An MRI result with color gradations shows smaller metastases that current clinical scans might miss.
A new method to detect cancer in its early stages using a targeted MRI contrast agent that binds to proteins has been identified by a team of researchers led by Georgia State University Regents’ Professor Jenny Yang.
In their study, published in the journal Science Advances, Yang and her colleagues at Georgia State and Emory University describe a newly identified biomarker for detection of liver metastases. With current tests like biopsies, cancer in the liver is often detected in advanced stages, which can limit treatment options and lower overall survival rates. The discovery could have wide-ranging impacts, including more effective diagnosis and precision treatment, and less risk to patients.
“This is a game changer. It has the possibility to have many more applications, really for any type of cancer,” said Yang. “We are already applying it to 10 different types of cancer in the lab.”
The researchers, whose work is funded by the National Cancer Institute, developed an agent that can target certain receptors — in this case, chemokine receptor 4 (CXCR4).
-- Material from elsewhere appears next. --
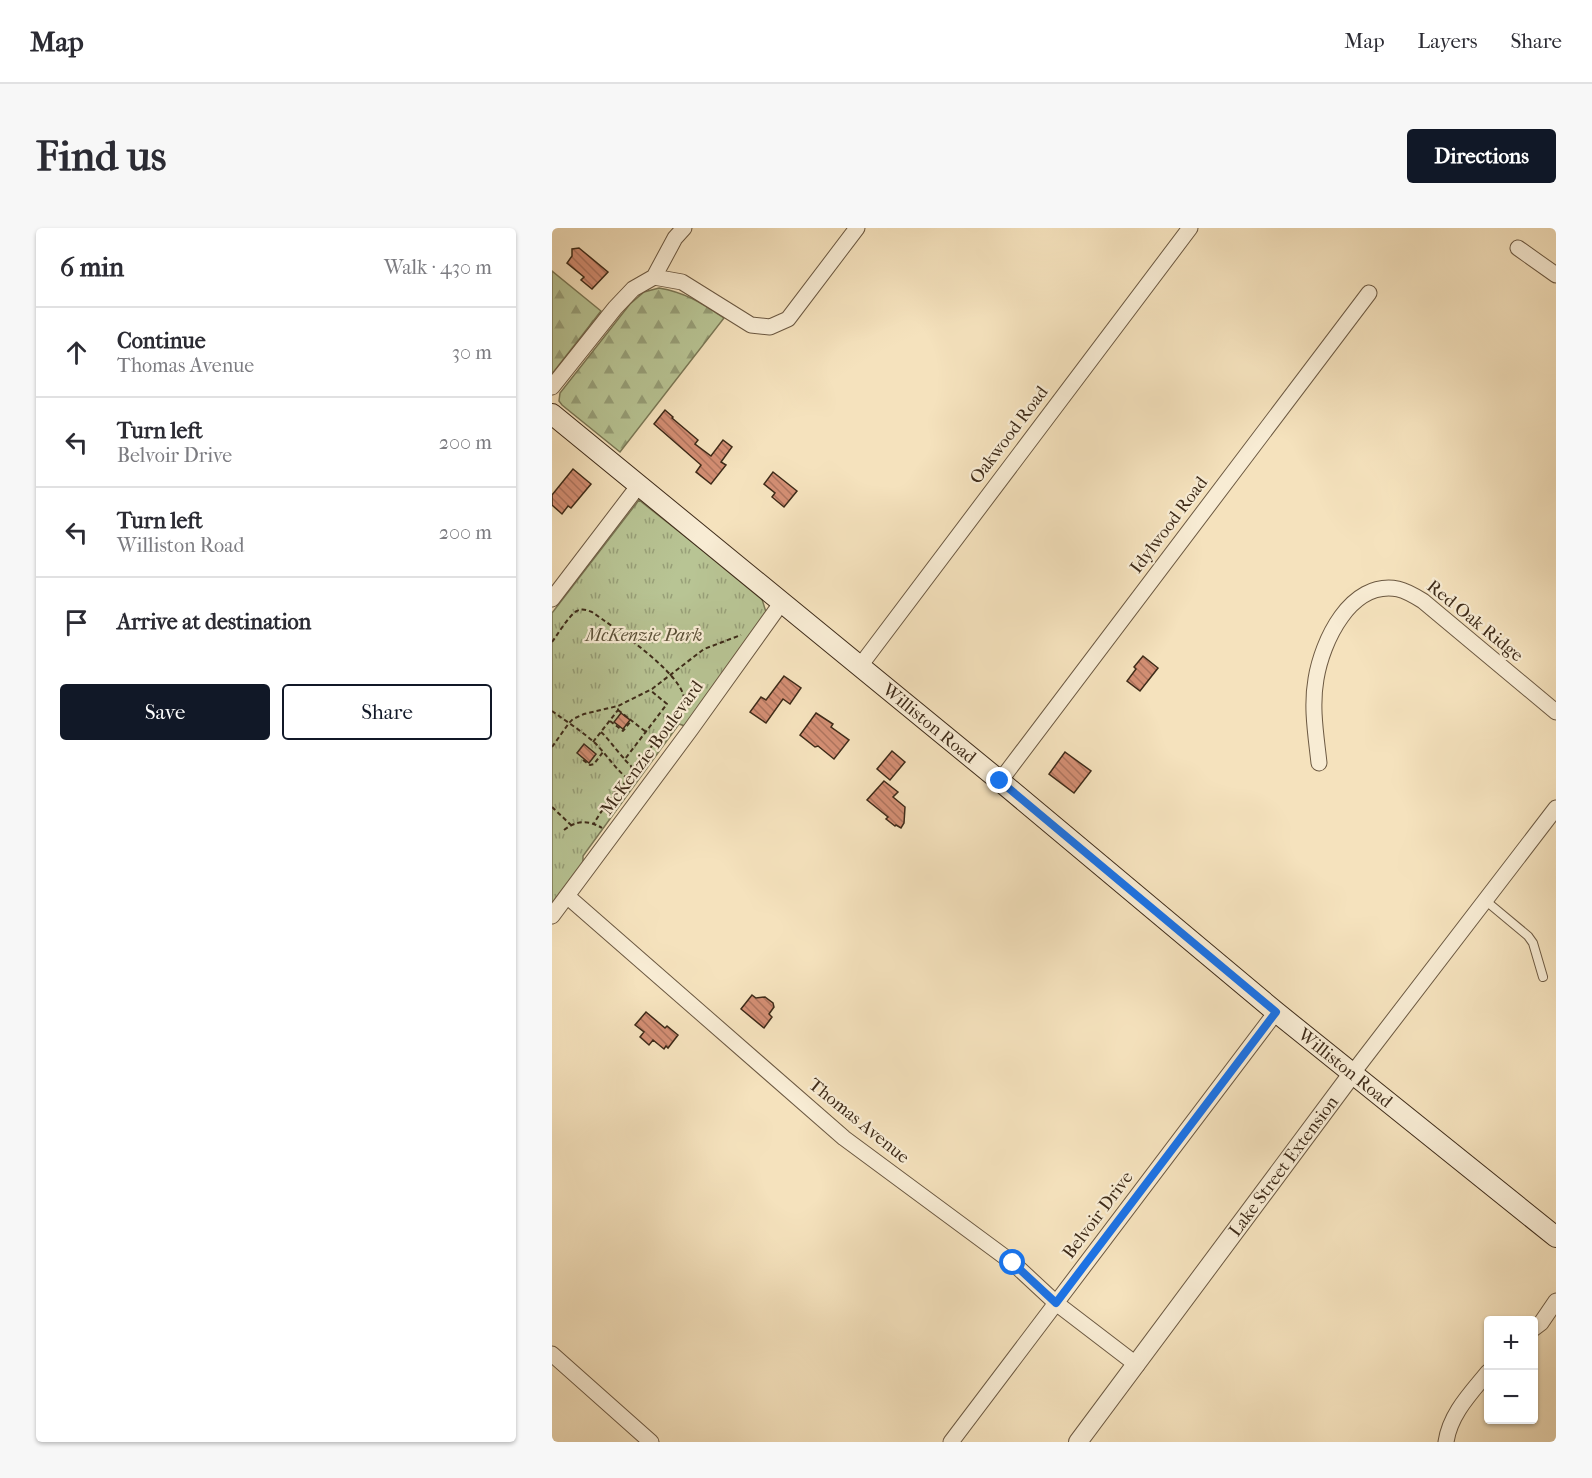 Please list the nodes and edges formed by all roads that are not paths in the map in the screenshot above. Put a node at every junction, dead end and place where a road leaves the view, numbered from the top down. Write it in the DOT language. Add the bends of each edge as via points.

The receptor is overexpressed in common metastasis organs, such as the liver, among people who have cancer.
The CXCR4 targeted protein-based MRI contrast agent is expected to overcome major barriers in early diagnosis by showing even tiny instances of cancer cells on multi-color scans called precision MRI (pMRI), a new imaging methodology.
Using MRI technology, contrast agents carry the element gadolinium to enhance the images. During her previous work analyzing calcium, Yang decided to test how a metal, like gadolinium, would interact with protein. The protein wraps around the element and carries it to the site for imaging. Yang’s team found that protein design is much more effective in targeting the signs of disease.
“Currently, it is difficult to see early stages of disease in the liver, even in invasive biopsy,” said Yang. “Diagnostic testing using this contrast agent can not only identify the presence of disease but differentiate the stages of disease with high sensitivity and accuracy. That’s the beauty of this work.”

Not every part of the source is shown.